Scratches (or mud fever, pastern dermatitis) develops in muddy conditions. Bacterial and/or fungal microorganisms invade the skin of your horse’s lower legs, causing inflammation, swelling, itching, and scaly scabs. Antimicrobial shampoo and ointment, plus giving the horse a break from muddy footing, are common remedies.

Be Alert for New Bumps

Sarcoids are the most commonly diagnosed tumor. Quarter Horses are frequently affected. Often appearing on the face, chest, groin, or legs, sarcoids can resemble proud flesh but take many other forms as well. Though not malignant, they can be fast-growing and disfiguring. You will need to consult your vet for the diagnosis and treatment of a sarcoid, which may require chemotherapy and/or surgery.

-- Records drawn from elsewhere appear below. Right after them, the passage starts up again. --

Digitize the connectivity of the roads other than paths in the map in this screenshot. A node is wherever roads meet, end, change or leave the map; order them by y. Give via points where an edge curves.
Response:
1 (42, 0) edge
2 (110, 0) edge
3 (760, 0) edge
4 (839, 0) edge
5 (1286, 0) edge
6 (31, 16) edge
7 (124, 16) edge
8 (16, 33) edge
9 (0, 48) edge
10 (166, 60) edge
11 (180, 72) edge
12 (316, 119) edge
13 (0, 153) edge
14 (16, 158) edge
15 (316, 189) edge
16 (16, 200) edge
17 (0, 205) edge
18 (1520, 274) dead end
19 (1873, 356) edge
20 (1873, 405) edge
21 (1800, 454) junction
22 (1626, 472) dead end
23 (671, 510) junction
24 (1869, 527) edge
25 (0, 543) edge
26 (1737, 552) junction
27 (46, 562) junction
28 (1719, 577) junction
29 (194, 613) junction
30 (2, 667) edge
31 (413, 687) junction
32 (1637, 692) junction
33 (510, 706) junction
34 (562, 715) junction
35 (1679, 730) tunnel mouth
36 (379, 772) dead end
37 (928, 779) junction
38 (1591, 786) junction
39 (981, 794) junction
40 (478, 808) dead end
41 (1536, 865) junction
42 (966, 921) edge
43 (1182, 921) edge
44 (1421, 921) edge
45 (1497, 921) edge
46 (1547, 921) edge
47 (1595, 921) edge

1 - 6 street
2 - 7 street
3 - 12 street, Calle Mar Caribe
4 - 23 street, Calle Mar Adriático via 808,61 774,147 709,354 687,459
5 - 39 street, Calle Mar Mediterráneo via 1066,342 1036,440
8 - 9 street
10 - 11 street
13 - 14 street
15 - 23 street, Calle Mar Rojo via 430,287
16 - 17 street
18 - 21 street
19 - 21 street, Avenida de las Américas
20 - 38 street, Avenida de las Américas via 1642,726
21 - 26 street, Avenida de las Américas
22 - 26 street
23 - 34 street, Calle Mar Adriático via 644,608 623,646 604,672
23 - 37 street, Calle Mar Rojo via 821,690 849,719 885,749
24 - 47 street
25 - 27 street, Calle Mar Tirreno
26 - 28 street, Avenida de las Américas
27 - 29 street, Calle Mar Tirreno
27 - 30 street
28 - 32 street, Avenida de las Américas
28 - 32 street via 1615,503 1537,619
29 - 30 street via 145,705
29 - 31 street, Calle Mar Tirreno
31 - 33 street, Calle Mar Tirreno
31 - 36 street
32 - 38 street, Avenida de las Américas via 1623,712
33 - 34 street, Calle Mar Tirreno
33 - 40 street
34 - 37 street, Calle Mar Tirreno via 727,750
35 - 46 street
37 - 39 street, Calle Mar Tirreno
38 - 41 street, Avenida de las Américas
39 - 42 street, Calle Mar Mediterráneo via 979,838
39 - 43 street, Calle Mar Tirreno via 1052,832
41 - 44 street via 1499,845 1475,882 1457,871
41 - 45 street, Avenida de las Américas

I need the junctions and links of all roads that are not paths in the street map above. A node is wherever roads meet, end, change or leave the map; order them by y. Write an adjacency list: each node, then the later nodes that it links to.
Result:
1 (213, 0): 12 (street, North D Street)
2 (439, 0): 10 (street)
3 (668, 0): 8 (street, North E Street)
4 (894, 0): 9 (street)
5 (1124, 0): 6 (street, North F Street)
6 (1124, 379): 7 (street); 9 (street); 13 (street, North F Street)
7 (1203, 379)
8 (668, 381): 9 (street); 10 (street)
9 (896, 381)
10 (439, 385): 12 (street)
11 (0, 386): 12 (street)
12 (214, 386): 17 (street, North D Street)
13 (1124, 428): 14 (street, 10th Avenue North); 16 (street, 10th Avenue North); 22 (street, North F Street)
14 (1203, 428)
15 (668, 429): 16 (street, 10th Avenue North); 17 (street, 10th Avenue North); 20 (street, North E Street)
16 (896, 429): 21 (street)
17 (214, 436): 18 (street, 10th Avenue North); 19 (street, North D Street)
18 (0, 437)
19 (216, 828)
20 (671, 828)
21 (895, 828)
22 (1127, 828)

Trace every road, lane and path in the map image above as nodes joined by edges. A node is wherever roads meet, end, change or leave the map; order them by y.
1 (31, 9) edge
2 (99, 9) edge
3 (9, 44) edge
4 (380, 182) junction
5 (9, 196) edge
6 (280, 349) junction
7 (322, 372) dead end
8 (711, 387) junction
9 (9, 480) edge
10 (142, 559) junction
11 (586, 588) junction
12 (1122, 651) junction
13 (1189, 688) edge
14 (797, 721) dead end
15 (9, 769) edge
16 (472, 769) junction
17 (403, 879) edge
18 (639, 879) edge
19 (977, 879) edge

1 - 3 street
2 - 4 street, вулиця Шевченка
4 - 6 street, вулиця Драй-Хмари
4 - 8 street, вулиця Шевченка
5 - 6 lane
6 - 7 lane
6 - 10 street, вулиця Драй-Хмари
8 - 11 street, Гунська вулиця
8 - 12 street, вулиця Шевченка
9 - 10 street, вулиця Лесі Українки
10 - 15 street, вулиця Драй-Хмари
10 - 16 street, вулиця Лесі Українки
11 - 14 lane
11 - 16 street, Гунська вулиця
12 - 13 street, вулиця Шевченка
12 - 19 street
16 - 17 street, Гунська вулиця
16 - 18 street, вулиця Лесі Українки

Melanomas can resemble black bumps but have varying appearances. They occur commonly on or near the underside of the tail, or around the genitals, base of the ears, or eyelids. They’re most common in gray horses, especially those of Arabian or Thoroughbred blood (Quarter Horses are less affected). They may or may not be malignant; early detection can lead to successful treatment or surgery.

Don’t Forget the Feet

Take time to groom his legs, and check for signs of swelling, bumps, or scratches. To inspect your horse’s legs, tie him up where he’s standing on a flat surface, and you can bend down to touch his legs safely. Run your hand down each of his limbs starting from the elbow all the way down to the coronary band. As you run your hand down, take note of any scrapes, swelling, or anything else that is unusual.

Clean out his hooves and be diligent in checking for signs of issues. Thrush will create a foul odor, and chips and cracks can lead to bigger issues. Chat with your farrier about your horse’s baseline hoof health and check often for new issues.